During the company’s quarterly earnings call on Tuesday, GM CEO Mary Barra told shareholders the automaker would be revising its list of planned products to make space for plug-in hybrid electric vehicles (PHEV).
“Let me be clear, GM remains committed to eliminating tailpipe emissions from our light-duty vehicles by 2035, but, in the interim, deploying plug-in technology in strategic segments will deliver some of the environment or environmental benefits of EVs as the nation continues to build this charging infrastructure,” Barra commented.
The upcoming hybrid models will be available as versions of “select vehicles,” although the executive declined to elaborate further.
GM does not presently carry a hybrid in North America, although its Chevrolet Volt was one of the first models to incorporate battery and fuel-powered drivetrains. The popular PHEV was discontinued in 2019, after which the company said it would focus solely on fully-electrified vehicles.
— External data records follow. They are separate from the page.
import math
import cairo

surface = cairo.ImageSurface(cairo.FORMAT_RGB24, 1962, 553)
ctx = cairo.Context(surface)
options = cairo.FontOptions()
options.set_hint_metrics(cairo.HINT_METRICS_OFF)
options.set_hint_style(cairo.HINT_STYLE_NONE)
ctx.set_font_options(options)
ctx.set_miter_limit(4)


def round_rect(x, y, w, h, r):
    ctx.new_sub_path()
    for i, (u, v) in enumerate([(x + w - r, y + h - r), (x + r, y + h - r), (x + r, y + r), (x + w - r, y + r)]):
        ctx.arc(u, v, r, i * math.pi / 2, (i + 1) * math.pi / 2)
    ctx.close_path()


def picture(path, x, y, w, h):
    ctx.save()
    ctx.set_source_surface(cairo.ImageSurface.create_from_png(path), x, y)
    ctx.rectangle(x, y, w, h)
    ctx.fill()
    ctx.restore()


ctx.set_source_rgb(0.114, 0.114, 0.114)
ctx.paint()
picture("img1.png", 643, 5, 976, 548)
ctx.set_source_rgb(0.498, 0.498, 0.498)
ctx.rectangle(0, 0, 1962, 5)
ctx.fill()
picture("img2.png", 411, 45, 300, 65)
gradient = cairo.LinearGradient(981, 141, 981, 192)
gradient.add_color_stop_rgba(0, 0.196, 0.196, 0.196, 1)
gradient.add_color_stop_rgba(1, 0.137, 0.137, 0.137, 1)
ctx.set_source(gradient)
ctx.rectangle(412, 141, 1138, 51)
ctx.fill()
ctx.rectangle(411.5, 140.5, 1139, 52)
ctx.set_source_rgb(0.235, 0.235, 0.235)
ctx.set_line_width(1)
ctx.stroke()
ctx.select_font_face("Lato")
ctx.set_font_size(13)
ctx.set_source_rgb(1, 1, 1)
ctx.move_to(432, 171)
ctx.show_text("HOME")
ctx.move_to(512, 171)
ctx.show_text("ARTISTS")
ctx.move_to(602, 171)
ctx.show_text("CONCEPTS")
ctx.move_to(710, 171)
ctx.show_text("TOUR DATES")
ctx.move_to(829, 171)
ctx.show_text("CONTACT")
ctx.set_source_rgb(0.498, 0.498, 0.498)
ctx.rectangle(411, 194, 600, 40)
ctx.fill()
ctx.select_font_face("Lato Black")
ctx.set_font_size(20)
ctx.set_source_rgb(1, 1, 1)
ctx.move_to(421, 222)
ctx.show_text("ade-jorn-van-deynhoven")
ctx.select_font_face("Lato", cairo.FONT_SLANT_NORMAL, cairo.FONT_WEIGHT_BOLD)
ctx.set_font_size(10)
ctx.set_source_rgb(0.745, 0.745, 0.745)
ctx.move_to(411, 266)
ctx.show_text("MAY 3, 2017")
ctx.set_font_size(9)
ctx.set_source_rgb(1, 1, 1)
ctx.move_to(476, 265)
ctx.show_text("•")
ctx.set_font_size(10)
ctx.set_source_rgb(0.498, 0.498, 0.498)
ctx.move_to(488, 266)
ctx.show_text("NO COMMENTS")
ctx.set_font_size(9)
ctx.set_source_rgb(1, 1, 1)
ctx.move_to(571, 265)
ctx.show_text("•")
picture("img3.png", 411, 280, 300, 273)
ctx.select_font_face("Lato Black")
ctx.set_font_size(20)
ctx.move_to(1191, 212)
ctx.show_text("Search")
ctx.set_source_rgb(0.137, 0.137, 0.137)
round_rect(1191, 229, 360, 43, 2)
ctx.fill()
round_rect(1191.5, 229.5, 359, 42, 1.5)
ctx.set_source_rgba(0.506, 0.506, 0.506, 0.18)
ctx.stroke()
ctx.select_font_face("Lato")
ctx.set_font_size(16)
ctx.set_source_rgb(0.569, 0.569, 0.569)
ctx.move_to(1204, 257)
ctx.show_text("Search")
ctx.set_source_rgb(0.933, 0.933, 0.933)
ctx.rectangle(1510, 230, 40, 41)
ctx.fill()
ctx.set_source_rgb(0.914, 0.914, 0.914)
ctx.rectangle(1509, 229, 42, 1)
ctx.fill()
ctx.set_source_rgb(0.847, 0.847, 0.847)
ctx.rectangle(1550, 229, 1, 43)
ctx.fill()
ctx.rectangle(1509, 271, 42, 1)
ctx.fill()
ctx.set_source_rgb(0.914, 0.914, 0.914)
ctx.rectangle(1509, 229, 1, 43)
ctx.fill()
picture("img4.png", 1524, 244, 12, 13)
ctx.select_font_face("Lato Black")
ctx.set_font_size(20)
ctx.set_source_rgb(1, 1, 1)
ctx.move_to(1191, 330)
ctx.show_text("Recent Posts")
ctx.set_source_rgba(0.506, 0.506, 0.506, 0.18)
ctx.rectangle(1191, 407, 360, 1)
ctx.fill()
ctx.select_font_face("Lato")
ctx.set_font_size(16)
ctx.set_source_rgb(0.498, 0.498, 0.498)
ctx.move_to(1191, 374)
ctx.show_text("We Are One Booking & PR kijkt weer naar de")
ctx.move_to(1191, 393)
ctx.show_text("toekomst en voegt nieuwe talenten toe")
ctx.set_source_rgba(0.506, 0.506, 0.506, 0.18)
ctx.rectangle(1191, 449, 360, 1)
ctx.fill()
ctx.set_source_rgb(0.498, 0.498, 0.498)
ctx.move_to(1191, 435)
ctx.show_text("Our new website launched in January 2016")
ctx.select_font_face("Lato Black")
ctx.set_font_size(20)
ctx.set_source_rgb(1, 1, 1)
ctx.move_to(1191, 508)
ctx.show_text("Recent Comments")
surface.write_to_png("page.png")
While it has continued to sell a hybrid model in China, the upcoming U.S. PHEVs referred to in Barra’s comments would be the first to come from GM in several years, during which its competitors have already gained a head start in the rapidly growing segment.
Hybrid sales rose 76% to approximately 1 million units in 2023 after several years of declining demand. Although the segment lagged behind the electric-only market in activity, automakers are now eyeing PHEVs as the more affordable and accessible option for both manufacturers and car buyers.